Сашке. О значимости.


ты сам и ветер, и стрела, и лук,

ты звонкий смех, высокий голос,

и слезы, и неровный трепет рук,

и на лицо упавший робко волос,

ты сам и время, и волна, и чудо,

ты семя, что упало в чернозём,

ты – Кришна, Ганди, Шива, Будда,

ты – порох, спичка, ты – огонь и гром,

в тебе начал начало и конец концов,

ты – мир, ты – свет, ты – радость и страданье,

ты молодость, ты – мудрость праотцов,

ты бесконечная история скитанья.

ты – рожь и колос, легких взмах ресниц,

и колесница солнца, и весенний гомон,

ты муза, и ты пенье птиц,

ты сплошь любовь, ты вечная свобода.

ты – дом, покой и запах книжной пыли,

ты знойный жар и холод тысяч стуж,

не важно, кем ты был и кем мы оба были,

ты – все мое, мой друг, мой брат,

мой муж.




Про современное положение вещей


знаешь, милый, мне часто снятся дурные сны,

про то, что зима не кончится, и что не будет весны,

про то, что чужие люди спят на нашей кровати,

женщины с пустыми лицами мои надевают платья,

что деньги становятся вдруг центром нашей вселенной,

что море выше голов, и больше не по колено.

что мы отреклись от веры в карму, людей и чудо,

что ты говоришь: «я любил так сильно. но больше любить не буду».

знаешь, милый, я часто вижу войну во сне,

что люди, дрожа от злости, что-то толкуют мне,

что все купили машины, все получили работу,

только судьба родных – больше не их забота.

у каждого есть айфон, вилла, яхта, мопед,

но человечности в людях больше ни капли нет.

знаешь, мне часто снится, что люди стали тем, что они едят,

и по улицам – трупы, трупы коров, свиней и цыплят,

что люди забыли радость, смотрят глазами тупыми,

и нет ни любви, ни счастья, ни бога, ни мира с ними.

что люди продолжили слепо тратить дары природы,

у них не родятся дети, одни лишь только уроды,

знаешь, милый, мне снится пустырь вместо города,

планета бьется в ознобе, планета дрожит от холода,

планета сходит с ума от бессильной злости,

нет в мире улыбок и смеха, одни только кости, кости.
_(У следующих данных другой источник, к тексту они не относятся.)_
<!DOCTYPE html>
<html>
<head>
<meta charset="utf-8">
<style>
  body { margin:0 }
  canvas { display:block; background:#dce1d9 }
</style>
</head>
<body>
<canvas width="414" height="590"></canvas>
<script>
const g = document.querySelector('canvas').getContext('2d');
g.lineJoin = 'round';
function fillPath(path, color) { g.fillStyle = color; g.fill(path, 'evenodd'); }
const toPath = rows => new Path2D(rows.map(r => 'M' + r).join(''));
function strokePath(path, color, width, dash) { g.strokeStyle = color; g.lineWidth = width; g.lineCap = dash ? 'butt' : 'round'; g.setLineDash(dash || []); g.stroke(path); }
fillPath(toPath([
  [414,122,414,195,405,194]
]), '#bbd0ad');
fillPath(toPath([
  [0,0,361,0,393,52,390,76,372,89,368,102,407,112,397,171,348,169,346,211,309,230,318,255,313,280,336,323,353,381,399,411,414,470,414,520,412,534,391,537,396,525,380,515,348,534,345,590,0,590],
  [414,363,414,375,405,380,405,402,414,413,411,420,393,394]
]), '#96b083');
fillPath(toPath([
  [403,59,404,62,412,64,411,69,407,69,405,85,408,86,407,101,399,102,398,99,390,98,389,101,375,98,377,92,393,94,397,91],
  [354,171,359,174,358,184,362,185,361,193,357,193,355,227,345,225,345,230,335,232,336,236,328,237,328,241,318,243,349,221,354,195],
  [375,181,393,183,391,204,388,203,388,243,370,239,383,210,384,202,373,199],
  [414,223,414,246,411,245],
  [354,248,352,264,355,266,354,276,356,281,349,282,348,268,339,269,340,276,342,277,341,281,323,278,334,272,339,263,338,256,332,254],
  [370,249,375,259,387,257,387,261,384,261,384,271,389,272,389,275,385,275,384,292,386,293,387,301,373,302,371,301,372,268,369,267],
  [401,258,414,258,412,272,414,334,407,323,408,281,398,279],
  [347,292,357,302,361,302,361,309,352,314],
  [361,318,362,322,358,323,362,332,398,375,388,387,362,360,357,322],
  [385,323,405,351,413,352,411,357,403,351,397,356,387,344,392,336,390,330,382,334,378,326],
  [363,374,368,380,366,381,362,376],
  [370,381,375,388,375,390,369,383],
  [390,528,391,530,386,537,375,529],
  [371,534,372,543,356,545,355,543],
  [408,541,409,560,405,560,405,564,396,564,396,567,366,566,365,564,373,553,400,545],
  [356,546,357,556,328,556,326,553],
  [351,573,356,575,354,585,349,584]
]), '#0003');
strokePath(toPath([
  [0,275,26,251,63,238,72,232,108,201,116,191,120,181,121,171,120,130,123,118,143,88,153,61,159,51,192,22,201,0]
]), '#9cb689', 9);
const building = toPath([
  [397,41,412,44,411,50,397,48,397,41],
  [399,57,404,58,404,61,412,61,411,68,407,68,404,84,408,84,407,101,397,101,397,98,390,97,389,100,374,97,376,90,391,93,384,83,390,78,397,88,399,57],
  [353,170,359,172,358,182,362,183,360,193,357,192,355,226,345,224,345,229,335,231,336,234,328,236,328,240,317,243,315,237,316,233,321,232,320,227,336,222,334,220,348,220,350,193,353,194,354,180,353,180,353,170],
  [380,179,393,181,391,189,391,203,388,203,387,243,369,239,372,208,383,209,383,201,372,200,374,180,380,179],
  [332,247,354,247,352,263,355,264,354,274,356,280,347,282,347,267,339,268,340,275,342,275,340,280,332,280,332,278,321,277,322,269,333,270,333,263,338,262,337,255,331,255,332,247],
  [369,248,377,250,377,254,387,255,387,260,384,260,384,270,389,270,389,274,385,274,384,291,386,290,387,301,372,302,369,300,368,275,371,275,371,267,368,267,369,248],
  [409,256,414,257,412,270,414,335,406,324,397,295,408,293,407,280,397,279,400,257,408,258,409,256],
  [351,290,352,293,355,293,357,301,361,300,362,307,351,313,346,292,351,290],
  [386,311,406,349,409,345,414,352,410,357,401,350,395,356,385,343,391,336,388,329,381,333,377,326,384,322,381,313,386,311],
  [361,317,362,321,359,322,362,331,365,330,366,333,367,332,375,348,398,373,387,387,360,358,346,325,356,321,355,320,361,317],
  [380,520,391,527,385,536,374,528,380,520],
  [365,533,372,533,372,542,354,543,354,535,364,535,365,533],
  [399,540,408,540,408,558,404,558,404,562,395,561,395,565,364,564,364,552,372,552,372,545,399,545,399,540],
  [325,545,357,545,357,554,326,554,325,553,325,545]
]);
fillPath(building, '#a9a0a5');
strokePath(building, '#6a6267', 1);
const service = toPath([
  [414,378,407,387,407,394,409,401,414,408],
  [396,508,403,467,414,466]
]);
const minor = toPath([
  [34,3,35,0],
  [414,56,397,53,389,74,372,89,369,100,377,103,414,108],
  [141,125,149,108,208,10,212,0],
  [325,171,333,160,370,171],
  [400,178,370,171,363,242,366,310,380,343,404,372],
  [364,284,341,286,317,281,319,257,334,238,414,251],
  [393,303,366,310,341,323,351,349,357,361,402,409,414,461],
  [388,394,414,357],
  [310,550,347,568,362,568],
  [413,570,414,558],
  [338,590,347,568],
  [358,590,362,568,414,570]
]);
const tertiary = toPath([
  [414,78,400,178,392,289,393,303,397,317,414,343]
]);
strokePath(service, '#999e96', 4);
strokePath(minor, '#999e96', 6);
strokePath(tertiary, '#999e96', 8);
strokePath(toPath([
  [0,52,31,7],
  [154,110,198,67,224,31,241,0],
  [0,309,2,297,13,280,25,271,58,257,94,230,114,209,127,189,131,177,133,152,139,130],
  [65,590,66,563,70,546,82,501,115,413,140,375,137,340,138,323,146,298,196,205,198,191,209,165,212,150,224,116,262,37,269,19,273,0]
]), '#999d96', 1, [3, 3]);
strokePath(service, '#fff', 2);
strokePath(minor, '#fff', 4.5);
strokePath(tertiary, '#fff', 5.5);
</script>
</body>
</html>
и знаешь, можно проснуться, забыв про дурных гостей,

но только в реальном мире бывает ещё страшней.




Мы, молодые


патефон разрывался скрипами, стонами,

выплевывая какие-то никчемные звуки,

мы, молодые, с сердцами железобетонными,

цеплялись, друг другу протягивая руки,

и по стене расползался театр драмы,

подсвеченные предметы меняли привычные очертания.

бились наполненные шумом улиц стаканы,

и была в этом вечере некая дикая, тайная

отрешенность, отличная ото всех, что канули,

обособленная ото всех, которые надвигаются.

то ли наши с тобой голоса были странными,-

прокуренный шёпот, сбивающий спесь с лица,

то ли пластинка, поставленная повторяться,

давила на нервы, вымигивала косящим правым

снова, снова все те же ноты, ждала реакций,

и раздражение ей удалось на славу.

по скрипящим от тяжести уголкам паркета

мы вываливались, с глазами по три копейки,

выходили в ночь, отлавливали тлеющее лето,

смирно ждавшее в позе лотоса на скамейке.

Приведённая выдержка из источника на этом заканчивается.